START Data for analysis
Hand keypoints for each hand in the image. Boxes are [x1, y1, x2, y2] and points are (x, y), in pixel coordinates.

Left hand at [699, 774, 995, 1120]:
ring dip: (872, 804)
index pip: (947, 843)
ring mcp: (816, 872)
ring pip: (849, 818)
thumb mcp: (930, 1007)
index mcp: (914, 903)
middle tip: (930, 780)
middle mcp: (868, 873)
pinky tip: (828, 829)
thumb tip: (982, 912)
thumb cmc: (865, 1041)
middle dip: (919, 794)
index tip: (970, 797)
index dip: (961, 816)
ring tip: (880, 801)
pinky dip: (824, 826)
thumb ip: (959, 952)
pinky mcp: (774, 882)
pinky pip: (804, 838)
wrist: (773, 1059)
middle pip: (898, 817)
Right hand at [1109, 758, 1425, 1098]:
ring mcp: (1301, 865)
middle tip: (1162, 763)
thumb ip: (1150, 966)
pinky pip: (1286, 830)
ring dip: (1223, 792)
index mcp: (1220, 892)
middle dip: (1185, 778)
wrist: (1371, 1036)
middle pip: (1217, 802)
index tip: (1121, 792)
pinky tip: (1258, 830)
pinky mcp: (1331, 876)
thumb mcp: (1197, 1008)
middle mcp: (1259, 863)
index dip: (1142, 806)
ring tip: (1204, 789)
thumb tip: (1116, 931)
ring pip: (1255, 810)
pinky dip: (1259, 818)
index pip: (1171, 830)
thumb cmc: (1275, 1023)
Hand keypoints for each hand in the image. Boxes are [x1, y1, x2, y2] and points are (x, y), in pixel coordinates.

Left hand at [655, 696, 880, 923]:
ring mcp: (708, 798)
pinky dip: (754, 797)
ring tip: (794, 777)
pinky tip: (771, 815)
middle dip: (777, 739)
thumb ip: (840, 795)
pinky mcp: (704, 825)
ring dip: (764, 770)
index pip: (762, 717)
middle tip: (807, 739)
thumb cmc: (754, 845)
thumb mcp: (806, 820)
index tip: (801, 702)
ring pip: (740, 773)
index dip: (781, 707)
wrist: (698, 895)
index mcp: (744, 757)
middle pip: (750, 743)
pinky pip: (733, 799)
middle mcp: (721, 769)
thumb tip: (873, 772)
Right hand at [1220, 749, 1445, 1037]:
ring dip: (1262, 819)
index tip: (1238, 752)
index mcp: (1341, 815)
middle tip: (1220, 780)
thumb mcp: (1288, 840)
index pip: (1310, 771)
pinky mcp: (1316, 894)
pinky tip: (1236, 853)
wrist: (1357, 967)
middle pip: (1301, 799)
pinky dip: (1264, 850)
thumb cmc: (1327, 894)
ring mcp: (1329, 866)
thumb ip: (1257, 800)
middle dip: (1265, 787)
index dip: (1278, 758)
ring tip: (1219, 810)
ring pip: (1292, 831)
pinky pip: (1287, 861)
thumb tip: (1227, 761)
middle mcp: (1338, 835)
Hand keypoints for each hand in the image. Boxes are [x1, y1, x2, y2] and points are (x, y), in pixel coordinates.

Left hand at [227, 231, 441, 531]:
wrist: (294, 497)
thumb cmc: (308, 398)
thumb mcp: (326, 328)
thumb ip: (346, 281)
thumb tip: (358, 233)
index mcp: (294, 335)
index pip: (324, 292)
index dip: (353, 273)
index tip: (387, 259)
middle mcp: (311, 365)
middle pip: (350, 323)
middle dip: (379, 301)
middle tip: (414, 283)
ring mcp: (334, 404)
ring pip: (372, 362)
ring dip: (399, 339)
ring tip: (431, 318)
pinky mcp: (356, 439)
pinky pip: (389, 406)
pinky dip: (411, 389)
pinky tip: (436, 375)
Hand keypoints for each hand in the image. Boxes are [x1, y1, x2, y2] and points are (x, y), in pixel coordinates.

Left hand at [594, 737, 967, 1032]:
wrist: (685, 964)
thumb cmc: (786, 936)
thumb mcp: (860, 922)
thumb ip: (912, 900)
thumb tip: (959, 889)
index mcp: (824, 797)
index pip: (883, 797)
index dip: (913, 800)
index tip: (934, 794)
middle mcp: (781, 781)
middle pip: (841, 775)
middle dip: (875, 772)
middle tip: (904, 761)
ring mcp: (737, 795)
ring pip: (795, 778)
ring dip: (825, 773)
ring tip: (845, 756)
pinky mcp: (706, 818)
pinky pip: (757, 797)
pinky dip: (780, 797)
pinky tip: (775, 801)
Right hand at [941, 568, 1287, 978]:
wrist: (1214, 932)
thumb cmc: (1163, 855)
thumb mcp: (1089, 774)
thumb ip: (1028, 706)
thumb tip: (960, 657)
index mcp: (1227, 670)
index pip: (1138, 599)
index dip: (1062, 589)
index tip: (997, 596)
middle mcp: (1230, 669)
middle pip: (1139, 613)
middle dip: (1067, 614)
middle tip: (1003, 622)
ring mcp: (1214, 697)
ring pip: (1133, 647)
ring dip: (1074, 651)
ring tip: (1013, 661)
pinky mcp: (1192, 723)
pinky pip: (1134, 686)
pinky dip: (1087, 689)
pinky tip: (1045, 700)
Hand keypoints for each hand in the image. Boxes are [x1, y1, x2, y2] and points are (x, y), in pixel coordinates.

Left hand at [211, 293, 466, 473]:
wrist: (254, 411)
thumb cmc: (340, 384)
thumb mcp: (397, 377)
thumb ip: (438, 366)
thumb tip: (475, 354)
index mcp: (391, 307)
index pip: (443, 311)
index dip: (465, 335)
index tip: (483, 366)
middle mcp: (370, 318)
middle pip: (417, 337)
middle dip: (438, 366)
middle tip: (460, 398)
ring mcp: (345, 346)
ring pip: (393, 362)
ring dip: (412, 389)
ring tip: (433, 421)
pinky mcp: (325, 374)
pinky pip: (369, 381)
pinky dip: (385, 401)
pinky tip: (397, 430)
END Data for analysis
▶ Exercise requirements
Retype only the stretch of lines above starting at the one with "thumb tip: (873, 772)" and stopping at the one with "ring pip: (1292, 831)", exactly as written, with both kept.

▶ Problem solution
thumb tip: (873, 772)
Right hand at [1220, 749, 1445, 1037]:
ring dip: (1262, 819)
index tip: (1238, 752)
index mcp: (1341, 815)
middle tip: (1220, 780)
thumb mcp: (1288, 840)
index pip: (1310, 771)
pinky mcp: (1316, 894)
pinky tip: (1236, 853)
wrist: (1357, 967)
middle pip: (1301, 799)
pinky dip: (1264, 850)
thumb cmc: (1327, 894)
ring mcp: (1329, 866)
thumb ip: (1257, 800)
middle dip: (1265, 787)
index dip: (1278, 758)
ring tip: (1219, 810)
ring pip: (1292, 831)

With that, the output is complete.